I noted earlier that the echo signal is treated differentlyit is not fed into the next effect, instead it is mixed separately. That way you can have the echo signal use a different pan position than the original signal to add some room to your mix. You can also do weird stuff with this. For example if you put the Lowpass below the Echo you will find that the actual echo signal has no lowpass filtering applied to it in contrast to the original signal.

2.30.5. Store Data and Audio

Once you have set up your turntables the way you want, you'll typically want to be able to save your setup so you can go back to it some other time. Select File Save Set File to save and File Open Set File to open a saved set. terminatorX set files hold all the structural information of your setup. The samples are not included within the set files; only their filenames are stored. So, to keep a terminatorX set file working you will also have to keep the referenced audio files on your hard disk and in the same location.

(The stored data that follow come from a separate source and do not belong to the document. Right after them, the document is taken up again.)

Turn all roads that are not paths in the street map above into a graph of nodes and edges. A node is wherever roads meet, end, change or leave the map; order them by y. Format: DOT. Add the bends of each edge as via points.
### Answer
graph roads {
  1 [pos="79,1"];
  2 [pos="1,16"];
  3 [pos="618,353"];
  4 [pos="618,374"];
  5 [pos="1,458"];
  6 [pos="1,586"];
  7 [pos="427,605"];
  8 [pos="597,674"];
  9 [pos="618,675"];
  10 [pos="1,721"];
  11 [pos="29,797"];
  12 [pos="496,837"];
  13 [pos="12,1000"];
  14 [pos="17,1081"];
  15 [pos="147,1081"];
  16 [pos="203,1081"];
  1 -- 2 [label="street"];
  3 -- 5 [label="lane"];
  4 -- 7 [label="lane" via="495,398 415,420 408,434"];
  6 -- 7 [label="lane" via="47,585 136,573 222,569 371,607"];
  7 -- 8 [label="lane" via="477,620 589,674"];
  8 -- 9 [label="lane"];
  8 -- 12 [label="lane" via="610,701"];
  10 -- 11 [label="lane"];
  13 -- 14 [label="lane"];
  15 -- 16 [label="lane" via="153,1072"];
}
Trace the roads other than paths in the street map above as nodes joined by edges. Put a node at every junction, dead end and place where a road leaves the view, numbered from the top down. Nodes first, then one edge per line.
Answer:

Often you want to record the audio output of a terminatorX session: select Turntables Record Audio To Disk and choose the output file. TerminatorX will then record all audio generated from the next start (to stop) of the audio engine to a WAV audio file.

2.30.6. The Sequencer

With multiple turntables in your setup, you might find that you don't have enough hands or mice available to modify all the knobs you want. This is where the sequencer comes into play. Using the sequencer, you can record all kinds of events, play them back and record additional ones. To record events, click the Record button to arm the sequencer and then the Play button. Now move some knob up and down or perform some scratching in mouse grab mode if you want. After you hit Stop and then Play again you will see (and hear) how terminatorX performs the actions you previously recorded. For longer recordings you can use the Pos (position) slider at the top to choose the playback starting point.

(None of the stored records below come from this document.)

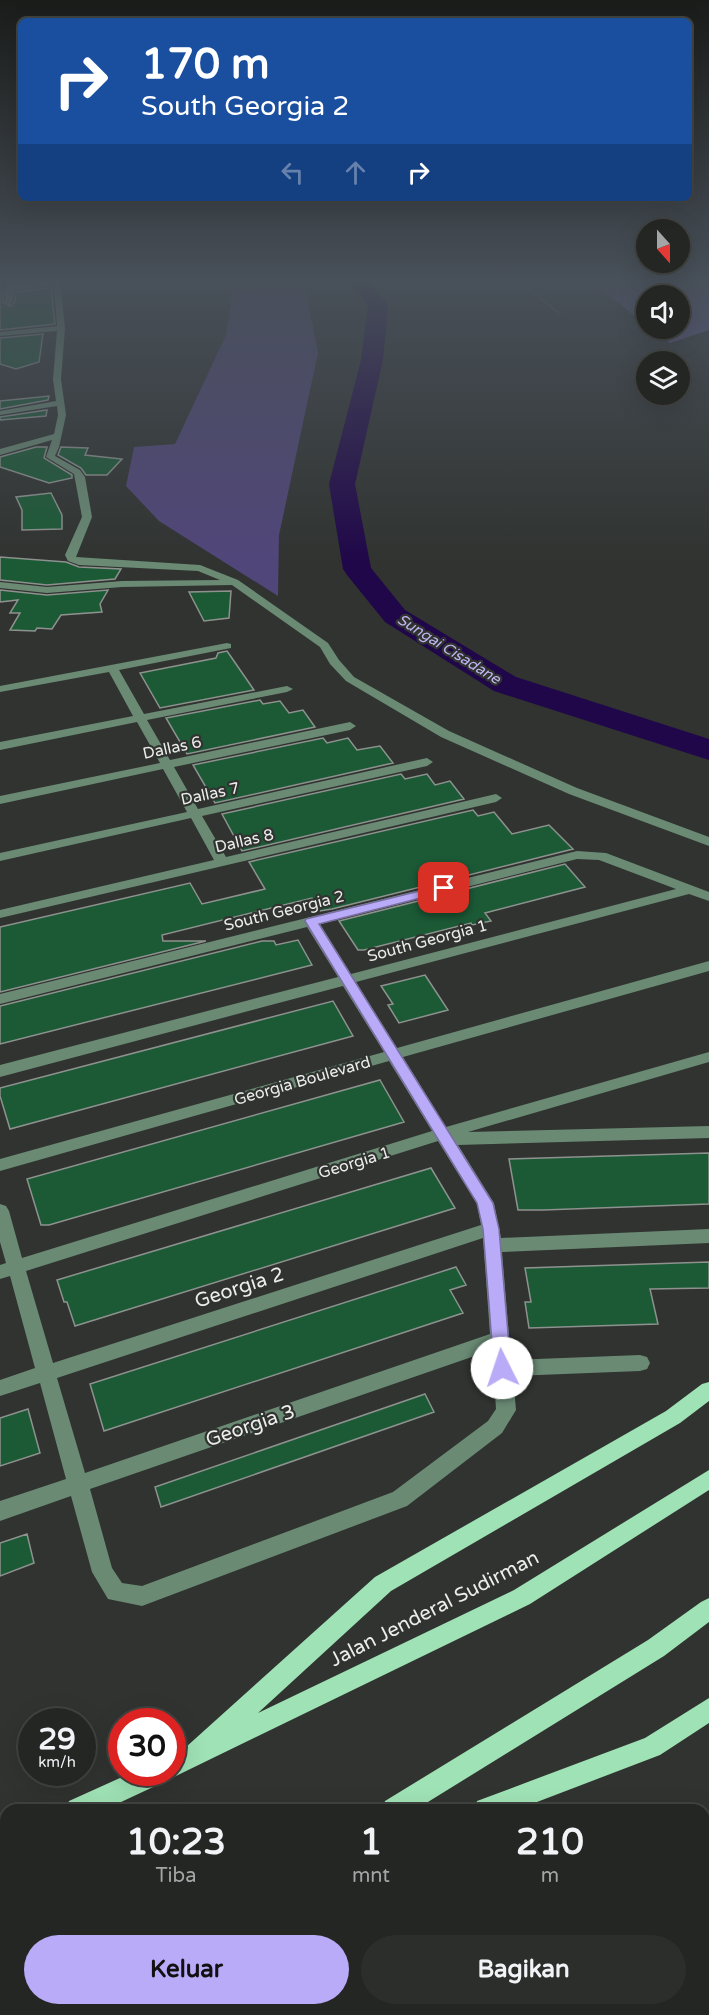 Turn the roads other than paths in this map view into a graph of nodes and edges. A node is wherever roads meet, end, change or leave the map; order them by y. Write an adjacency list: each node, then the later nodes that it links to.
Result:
1 (57, 374): 2 (street)
2 (59, 403): 3 (street); 4 (street)
3 (0, 413)
4 (57, 436): 5 (street); 6 (street)
5 (0, 452)
6 (234, 582): 7 (street); 20 (street)
7 (0, 585)
8 (227, 646): 9 (street)
9 (112, 668): 10 (street); 12 (street)
10 (0, 689)
11 (287, 689): 12 (street)
12 (140, 718): 14 (street); 16 (street)
13 (351, 726): 16 (street, Dallas 6)
14 (0, 746)
15 (428, 762): 19 (street, Dallas 7)
16 (167, 765): 18 (street, Dallas 6); 19 (street)
17 (496, 798): 22 (street, Dallas 8)
18 (0, 800)
19 (194, 814): 21 (street, Dallas 7); 22 (street)
20 (709, 842)
21 (0, 857)
22 (222, 862): 25 (street, Dallas 8)
23 (688, 890): 24 (street); 26 (street, South Georgia 2); 28 (street, South Georgia 1)
24 (709, 897)
25 (0, 914)
26 (311, 921): 28 (street); 29 (street, South Georgia 2)
27 (709, 966): 30 (street, Georgia Boulevard)
28 (347, 980): 30 (street); 32 (street, South Georgia 1)
29 (0, 999)
30 (393, 1054): 34 (street); 35 (street, Georgia Boulevard)
31 (709, 1057): 34 (street, Georgia 1)
32 (0, 1071)
33 (709, 1132): 34 (street, Georgia 1)
34 (443, 1137): 38 (street); 39 (street, Georgia 1)
35 (0, 1165)
36 (0, 1211): 39 (street)
37 (709, 1236): 38 (street, Georgia 2)
38 (492, 1237): 40 (street); 43 (street, Georgia 2)
39 (8, 1269): 43 (street)
40 (500, 1339): 42 (street); 47 (street, Georgia 3)
41 (640, 1363): 42 (street)
42 (502, 1368): 47 (street)
43 (46, 1373): 44 (street, Georgia 2); 47 (street)
44 (0, 1388)
45 (709, 1390): 51 (main road)
46 (709, 1479): 51 (main road, Jalan Jenderal Sudirman)
47 (78, 1484): 48 (street, Georgia 3)
48 (0, 1511)
49 (709, 1609): 55 (main road)
50 (709, 1709): 56 (main road)
51 (194, 1755): 52 (main road, Jalan Jenderal Sudirman)
52 (186, 1759)
53 (130, 1786): 54 (main road)
54 (91, 1804)
55 (404, 1804)
56 (502, 1804)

terminatorX uses the popular touch-to-record approach: when you activate Record and then start sequencer playback all previously recorded events for each control will be played back until you "touch" a control by modifying it. As soon as a control is touched, old events are no longer played back. Instead, they will be overwritten by newly recorded ones. The "touching" is active as soon as you hit the Record button, even before starting playback. If you touch a control, the value will be recorded at the current sequencer starting point.

Sometimes you know you messed up before you hit the Stop button. In that case you might prefer to throw away the events recorded with such a take. When you activate Sequencer Confirm Recorded Events in the menu, terminatorX will ask you to confirm applying the recorded events after each take. The Sequencer menu will also allow you to delete events for a specific control (you can also right-click on the control to do so).

All the events you record are stored along with your set file so you can restore all your actions easily.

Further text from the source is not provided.